Zitat von Steven D'Aprano firstname.lastname@example.org:
- Having a build-time option to restrict all strings to ASCII-only.
(I think what they mean by that is that strings will be like Python 2 strings, ASCII-plus-arbitrary-bytes, not actually ASCII.)
An ASCII-plus-arbitrary-bytes type called "str" would prevent claiming "Python 3.4 compatibility" for sure.
Restricting strings to ASCII (as Chris apparently actually suggested) would allow to claim compatibility with a stretch: existing Python code might not run on such an implementation. However, since a lot of existing Python code wouldn't run on MicroPython, anyway, one might claim to implement a Python 3.4 subset.
- Implementing Unicode internally as UTF-8, and giving up O(1)

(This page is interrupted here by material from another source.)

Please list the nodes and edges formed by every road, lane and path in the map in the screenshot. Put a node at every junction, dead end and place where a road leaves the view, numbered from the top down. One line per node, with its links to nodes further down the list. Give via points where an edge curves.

Would either of these trade-offs be acceptable while still claiming "Python 3.4 compatibility"?
My own feeling is that O(1) string indexing operations are a quality of implementation issue, not a deal breaker to call it a Python. I can't see any requirement in the docs that str[n] must take O(1) time, but perhaps I have missed something.

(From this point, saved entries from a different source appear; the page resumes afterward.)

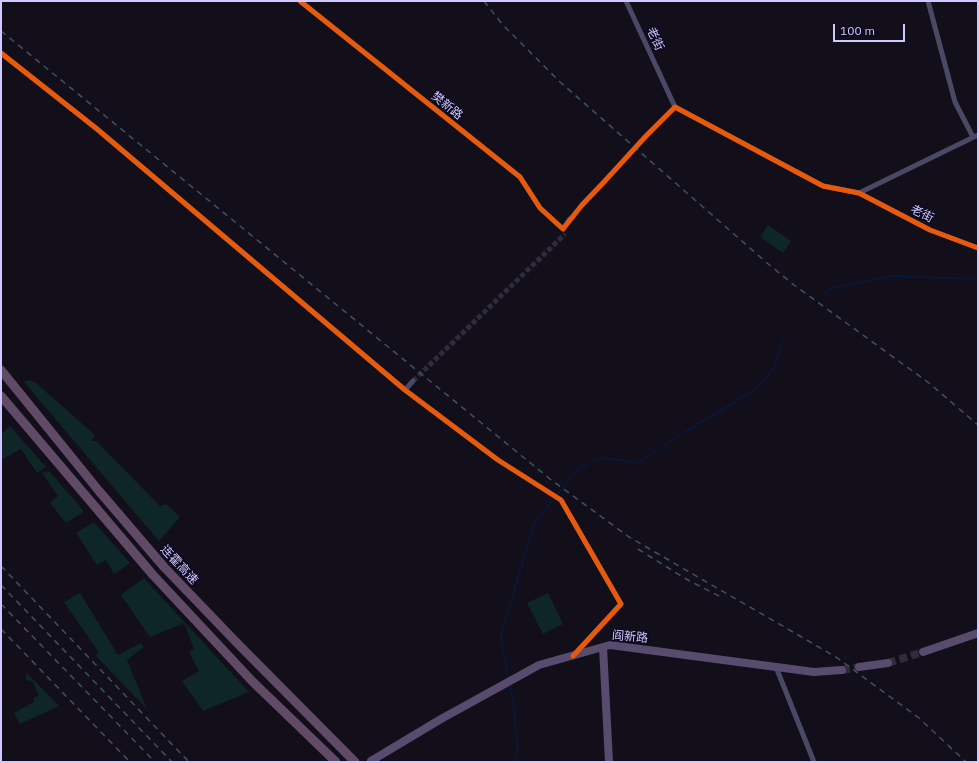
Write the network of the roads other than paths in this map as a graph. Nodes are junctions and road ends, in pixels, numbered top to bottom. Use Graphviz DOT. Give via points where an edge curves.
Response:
graph roads {
  1 [pos="300,1"];
  2 [pos="626,1"];
  3 [pos="928,1"];
  4 [pos="1,53"];
  5 [pos="675,106"];
  6 [pos="646,136"];
  7 [pos="976,136"];
  8 [pos="603,184"];
  9 [pos="858,193"];
  10 [pos="582,205"];
  11 [pos="569,220"];
  12 [pos="978,248"];
  13 [pos="1,370"];
  14 [pos="412,381"];
  15 [pos="405,390"];
  16 [pos="1,396"];
  17 [pos="978,633"];
  18 [pos="603,647"];
  19 [pos="923,652"];
  20 [pos="573,656"];
  21 [pos="888,663"];
  22 [pos="776,667"];
  23 [pos="858,667"];
  24 [pos="842,670"];
  25 [pos="310,737"];
  26 [pos="331,762"];
  27 [pos="336,762"];
  28 [pos="356,762"];
  29 [pos="371,762"];
  30 [pos="609,762"];
  31 [pos="814,762"];
  1 -- 11 [label="street, 樊新路" via="520,177 540,208 564,232"];
  2 -- 5 [label="street, 老街"];
  3 -- 7 [label="street" via="955,102"];
  4 -- 15 [label="street" via="96,129"];
  5 -- 6 [label="street"];
  5 -- 9 [label="street, 老街" via="823,186"];
  7 -- 9 [label="street"];
  8 -- 10 [label="street"];
  9 -- 12 [label="street, 老街" via="930,230"];
  13 -- 28 [label="highway, 连霍高速" via="164,567"];
  14 -- 15 [label="street"];
  15 -- 20 [label="street" via="498,460 561,500 621,604"];
  16 -- 25 [label="highway, 连霍高速" via="153,575 253,682"];
  17 -- 19 [label="main road"];
  18 -- 20 [label="main road, 阎新路"];
  18 -- 22 [label="main road, 阎新路" via="610,645"];
  18 -- 30 [label="main road"];
  20 -- 29 [label="main road, 阎新路" via="539,665 441,719"];
  21 -- 23 [label="main road"];
  22 -- 24 [label="main road, 阎新路" via="814,672"];
  22 -- 31 [label="street"];
  25 -- 26 [label="highway"];
  25 -- 27 [label="highway, 连霍高速"];
}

I agree. It's an open question whether such an implementation would be practical, both in terms of existing Python code, and in terms of existing C extension modules that people might want to port to MicroPython.

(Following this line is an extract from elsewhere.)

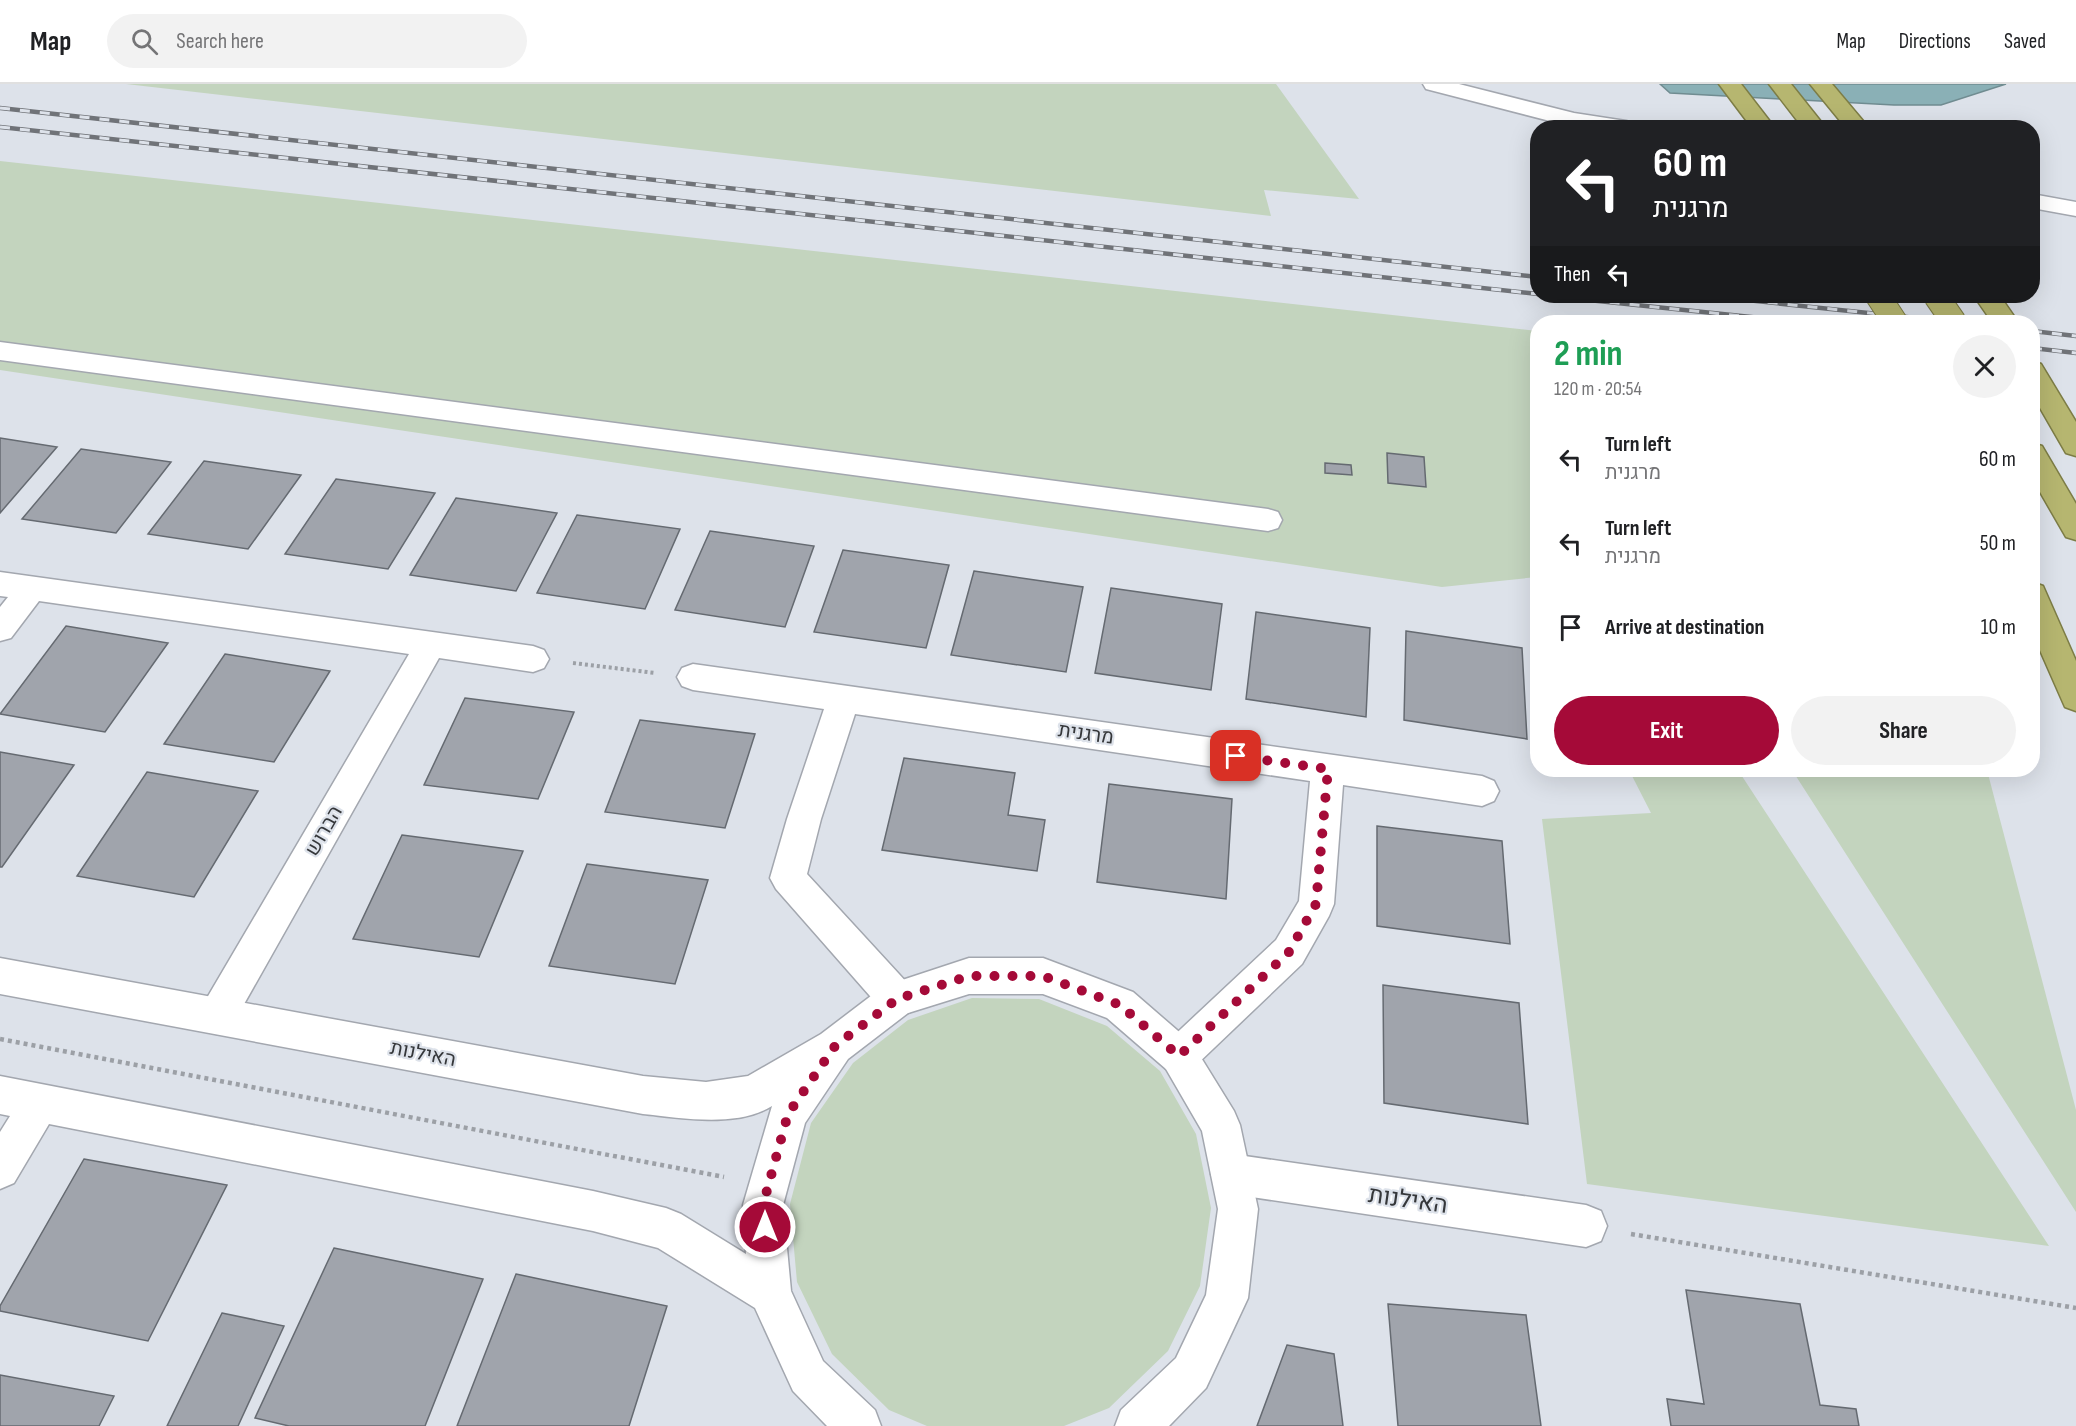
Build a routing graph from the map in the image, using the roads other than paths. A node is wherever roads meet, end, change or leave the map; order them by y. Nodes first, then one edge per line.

There are more things to consider for the internal implementation, in particular how the string length is implemented. Several alternatives exist: 1. store the UTF-8 length (i.e. memory size) 2. store the number of code points (i.e. Python len()) 3. store both 4. store neither, but use null termination instead
Variant 3 is most run-time efficient, but could easily use 8 bytes just for the length, which could outweigh the storage of the actual data. Variants 1 and 2 lose on some operations (1 loses on computing len(), 2 loses on string concatenation). 3 would add the restriction of not allowing U+0000 in a string (which would be reasonable IMO), and make all length computations inefficient. However, it wouldn't be worse than standard C.